= Problem to work on =
Give the data again exactly, without its images.

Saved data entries
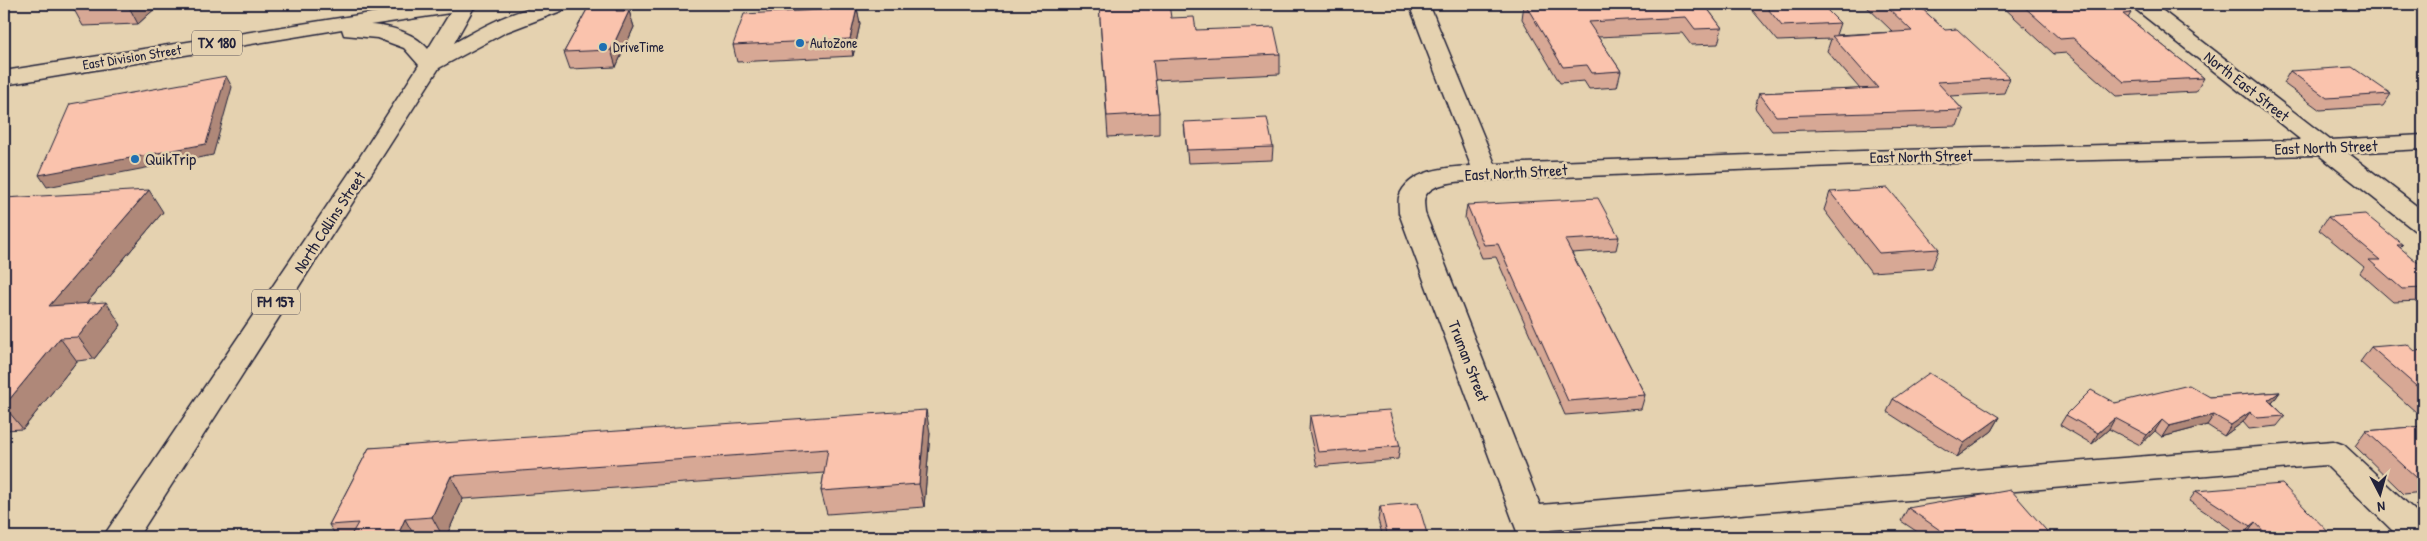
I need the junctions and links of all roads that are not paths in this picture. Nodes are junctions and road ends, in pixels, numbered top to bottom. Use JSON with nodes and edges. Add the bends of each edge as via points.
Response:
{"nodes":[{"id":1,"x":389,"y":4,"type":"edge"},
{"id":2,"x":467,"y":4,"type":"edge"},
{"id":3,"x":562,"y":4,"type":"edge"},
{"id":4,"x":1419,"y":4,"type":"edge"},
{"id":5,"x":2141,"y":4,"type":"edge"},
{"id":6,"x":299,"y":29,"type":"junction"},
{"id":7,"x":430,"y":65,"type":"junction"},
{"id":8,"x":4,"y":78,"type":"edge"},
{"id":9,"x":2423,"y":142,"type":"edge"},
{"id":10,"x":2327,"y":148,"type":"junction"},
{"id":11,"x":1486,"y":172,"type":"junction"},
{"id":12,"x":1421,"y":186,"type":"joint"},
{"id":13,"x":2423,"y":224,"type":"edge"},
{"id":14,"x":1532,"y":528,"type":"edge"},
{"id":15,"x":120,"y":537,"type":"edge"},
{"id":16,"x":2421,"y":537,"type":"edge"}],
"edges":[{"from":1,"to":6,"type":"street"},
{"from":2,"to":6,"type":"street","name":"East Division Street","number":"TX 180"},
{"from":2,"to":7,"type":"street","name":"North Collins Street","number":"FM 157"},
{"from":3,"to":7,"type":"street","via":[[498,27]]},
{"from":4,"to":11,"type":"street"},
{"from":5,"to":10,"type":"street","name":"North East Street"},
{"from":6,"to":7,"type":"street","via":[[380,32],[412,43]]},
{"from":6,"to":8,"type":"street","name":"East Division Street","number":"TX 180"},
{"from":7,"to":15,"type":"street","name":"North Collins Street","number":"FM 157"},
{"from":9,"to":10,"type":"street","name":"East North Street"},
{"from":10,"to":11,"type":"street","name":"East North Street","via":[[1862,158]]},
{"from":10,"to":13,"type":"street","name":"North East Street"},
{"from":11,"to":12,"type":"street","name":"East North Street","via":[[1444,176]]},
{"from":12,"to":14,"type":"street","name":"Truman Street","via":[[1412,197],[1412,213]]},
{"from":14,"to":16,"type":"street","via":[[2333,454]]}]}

= Your response =
I need the junctions and links of all roads that are not paths in this picture. Nodes are junctions and road ends, in pixels, numbered top to bottom. Use JSON with nodes and edges. Add the bends of each edge as via points.
Response:
{"nodes":[{"id":1,"x":389,"y":4,"type":"edge"},
{"id":2,"x":467,"y":4,"type":"edge"},
{"id":3,"x":562,"y":4,"type":"edge"},
{"id":4,"x":1419,"y":4,"type":"edge"},
{"id":5,"x":2141,"y":4,"type":"edge"},
{"id":6,"x":299,"y":29,"type":"junction"},
{"id":7,"x":430,"y":65,"type":"junction"},
{"id":8,"x":4,"y":78,"type":"edge"},
{"id":9,"x":2423,"y":142,"type":"edge"},
{"id":10,"x":2327,"y":148,"type":"junction"},
{"id":11,"x":1486,"y":172,"type":"junction"},
{"id":12,"x":1421,"y":186,"type":"joint"},
{"id":13,"x":2423,"y":224,"type":"edge"},
{"id":14,"x":1532,"y":528,"type":"edge"},
{"id":15,"x":120,"y":537,"type":"edge"},
{"id":16,"x":2421,"y":537,"type":"edge"}],
"edges":[{"from":1,"to":6,"type":"street"},
{"from":2,"to":6,"type":"street","name":"East Division Street","number":"TX 180"},
{"from":2,"to":7,"type":"street","name":"North Collins Street","number":"FM 157"},
{"from":3,"to":7,"type":"street","via":[[498,27]]},
{"from":4,"to":11,"type":"street"},
{"from":5,"to":10,"type":"street","name":"North East Street"},
{"from":6,"to":7,"type":"street","via":[[380,32],[412,43]]},
{"from":6,"to":8,"type":"street","name":"East Division Street","number":"TX 180"},
{"from":7,"to":15,"type":"street","name":"North Collins Street","number":"FM 157"},
{"from":9,"to":10,"type":"street","name":"East North Street"},
{"from":10,"to":11,"type":"street","name":"East North Street","via":[[1862,158]]},
{"from":10,"to":13,"type":"street","name":"North East Street"},
{"from":11,"to":12,"type":"street","name":"East North Street","via":[[1444,176]]},
{"from":12,"to":14,"type":"street","name":"Truman Street","via":[[1412,197],[1412,213]]},
{"from":14,"to":16,"type":"street","via":[[2333,454]]}]}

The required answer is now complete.